PROBLEM DESCRIPTION: Return the full set of entries precisely. Do not carry over any pictures.

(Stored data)
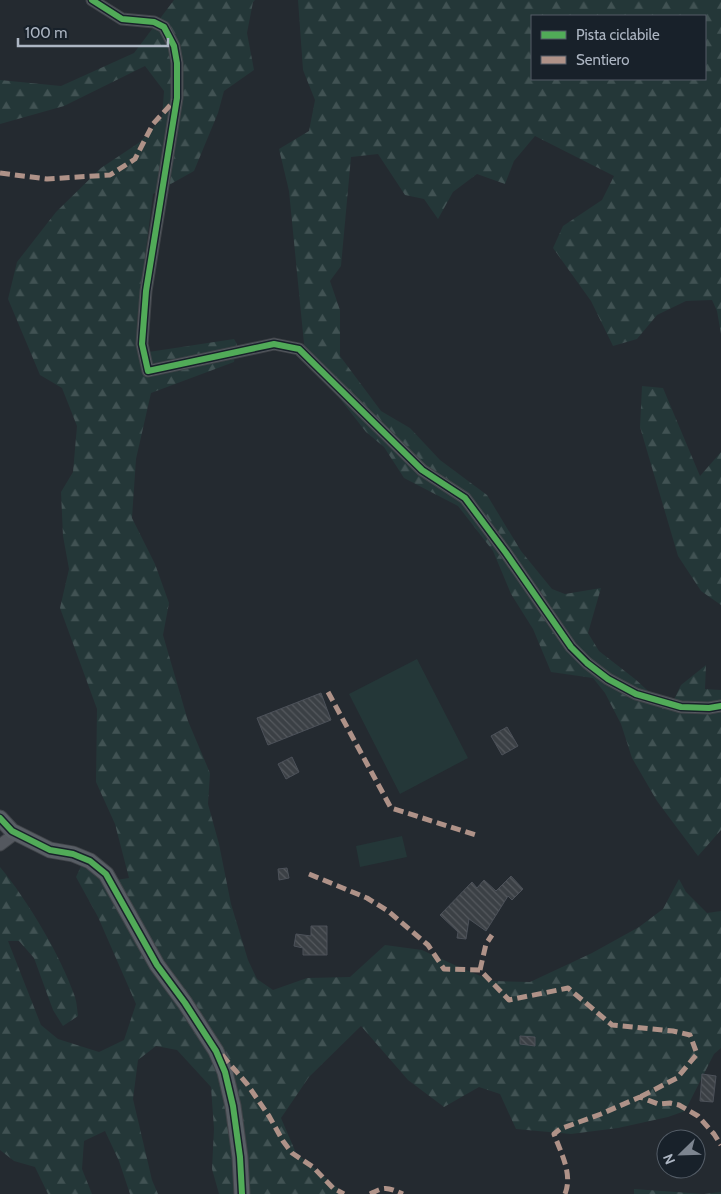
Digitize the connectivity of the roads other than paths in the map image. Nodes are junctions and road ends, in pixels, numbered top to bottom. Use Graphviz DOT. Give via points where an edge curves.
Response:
graph roads {
  1 [pos="92,0"];
  2 [pos="721,706"];
  3 [pos="0,818"];
  4 [pos="16,833"];
  5 [pos="0,845"];
  6 [pos="242,1194"];
  1 -- 2 [label="street" via="122,19 154,22 164,27 174,46 177,63 177,98 146,291 142,344 148,371 274,344 298,349 422,470 465,498 570,647 587,663 636,694 681,707"];
  3 -- 4 [label="street"];
  4 -- 5 [label="street"];
  4 -- 6 [label="street" via="50,850 90,861 106,874 157,965 211,1044 225,1072 239,1148"];
}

RESULT FOR THIS TASK:
Digitize the connectivity of the roads other than paths in the map image. Nodes are junctions and road ends, in pixels, numbered top to bottom. Use Graphviz DOT. Give via points where an edge curves.
Response:
graph roads {
  1 [pos="92,0"];
  2 [pos="721,706"];
  3 [pos="0,818"];
  4 [pos="16,833"];
  5 [pos="0,845"];
  6 [pos="242,1194"];
  1 -- 2 [label="street" via="122,19 154,22 164,27 174,46 177,63 177,98 146,291 142,344 148,371 274,344 298,349 422,470 465,498 570,647 587,663 636,694 681,707"];
  3 -- 4 [label="street"];
  4 -- 5 [label="street"];
  4 -- 6 [label="street" via="50,850 90,861 106,874 157,965 211,1044 225,1072 239,1148"];
}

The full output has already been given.